Of course the Canadian Revenue Agency would strongly object. Toyota is a lot like our example. The Auerbach proposal would raise its U.S. taxes and give it an incentive to ship their cars to the U.S. at cost costs only. Toyota’s 10-K indicates that its 2015 sales were $260 billion with over $100 billion to the U.S. Its operating margin was 10 percent with the U.S. getting about half of that on its U.S. sales. So on U.S sales, Toyota has U.S. profits near $5 billion and Japanese profits near $5 billion – both taxes at fairly high rates. The Auerbach tax would give Toyota the incentive to have all $10 billion sourced in the U.S. But one would certainly expect the Japanese tax authorities to strongly object. Summers example reminds me of Boeing which sells over $90 billion a year with 58 percent of those sales to foreign customers. It currently incurs near $1.9 billion in U.S. taxes given its 7.5 percent profit margin and the fact that it allocates over 95 percent of its income to the U.S. The Auerbach tax would cut this tax bill to zero. It would also cut the U.S. tax bill for companies such as Starbucks. So what about Ford and GM? Alas Dylan Matthews has this all wrong with:
For example, suppose that a car company — let’s just call it, uh, General Motors — makes $1 billion in profit manufacturing cars in the US and selling them domestically and exporting them to subsidiaries abroad. That would normally subject it about $350 million in taxes, since the US has a 35 percent corporate tax rate. But GM could instead have its foreign subsidiaries pay $1 billion less for the cars they buy from the US branch of the company. That wipes out GM’s US profits, leaving it with no US tax liability and shifting the profits to the subsidiaries abroad. If those subsidiaries are in countries with a low or nonexistent corporate income tax, that could wind up being a very good deal ... This makes most tax evasion schemes pointless.

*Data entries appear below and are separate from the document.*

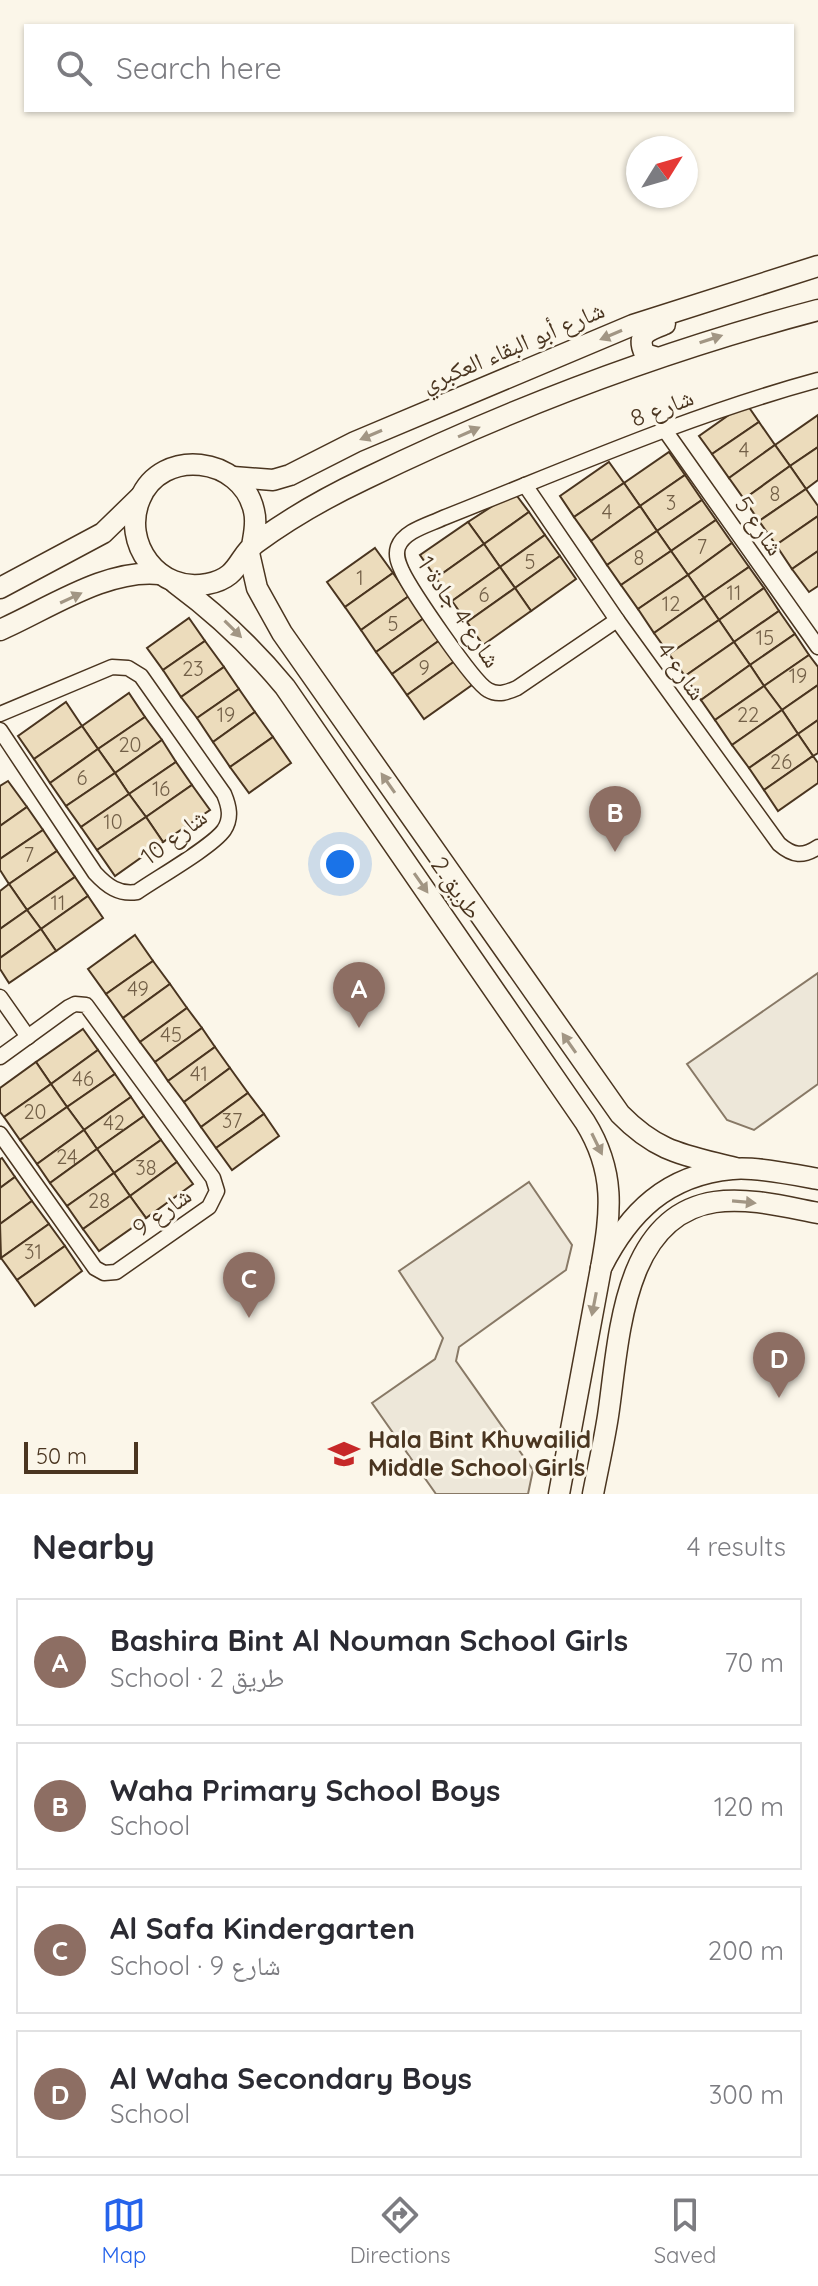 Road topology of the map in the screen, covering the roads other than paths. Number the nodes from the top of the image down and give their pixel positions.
1 (818, 266) edge
2 (744, 288) junction
3 (818, 310) edge
4 (655, 357) junction
5 (817, 381) edge
6 (664, 429) junction
7 (233, 477) junction
8 (525, 485) junction
9 (140, 497) junction
10 (250, 550) junction
11 (166, 578) junction
12 (0, 588) edge
13 (617, 620) junction
14 (0, 630) edge
15 (818, 647) edge
16 (0, 714) edge
17 (0, 730) edge
18 (419, 827) junction
19 (394, 844) junction
20 (818, 847) edge
21 (0, 997) edge
22 (28, 1037) junction
23 (0, 1057) edge
24 (592, 1076) junction
25 (566, 1094) junction
26 (0, 1134) edge
27 (735, 1168) junction
28 (817, 1180) edge
29 (815, 1210) edge
30 (601, 1268) junction
31 (586, 1341) junction
32 (617, 1346) junction
33 (575, 1411) junction
34 (607, 1419) junction
35 (559, 1494) edge
36 (593, 1494) edge

1 - 2 street, شارع أبو البقاء العكبري
2 - 4 street
2 -> 7 street, شارع أبو البقاء العكبري
4 -> 3 street
10 -> 4 street
5 - 6 street, شارع 8
6 - 8 street, شارع 8
6 - 15 street, شارع 5
7 - 9 street
7 - 10 street
8 - 13 street, شارع 4
8 - 13 street, شارع 4 جادة 1
9 - 11 street
9 - 12 street
10 - 11 street
18 -> 10 street, طريق 2
14 -> 11 street
11 -> 19 street, طريق 2
13 - 20 street, شارع 4
16 - 17 street, شارع 10
18 - 19 street
24 -> 18 street, طريق 2
19 -> 25 street, طريق 2
21 - 22 street
22 - 23 street, شارع 9
22 - 26 street, شارع 9
24 - 25 street
24 - 27 street, طريق 2
25 -> 30 street, طريق 2
27 - 28 street, طريق 2
27 - 30 street, طريق 2
32 -> 29 street
30 -> 31 street, طريق 2
31 - 32 street
31 - 33 street, طريق 2
32 - 34 street
33 - 34 street
33 - 35 street, طريق 2
34 - 36 street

I doubt Dylan looked at the 10-K filings of either Ford or GM when he drafted this base erosion fairy tale. Ford sources less than 17 percent of its income to foreign affiliates and GM sources almost none of its income abroad. So the Auerbach tax would represent a major reduction in their U.S. tax bills. These foreign affiliates are not in tax havens unless you think Canada, Mexico, and our European trading partners have zero corporate tax rates (hint – their tax rates are 20 percent or more). Think of their operations as having a European component and a North American component. The European affiliates produce and distribute cars paying royalties back to the U.S. parent. Under the Auerbach proposal, they might want to increase those royalties to bleed their European affiliates dry. But of course the tax authorities in France, Germany, and the UK are not stupid. In North America, Mexican maquiladoras make the components, Detroit assembles, and a Canadian distributor sells to Canadian customers. The Auerbach tax would give Ford and GM the incentives to manipulate transfer pricing to strip all Canadian and Mexican income so the last line from Dylan that I quoted is quite wrong. But it would also be wrong to assume that the Canadian Revenue Agency and the Mexican authorities would just roll over.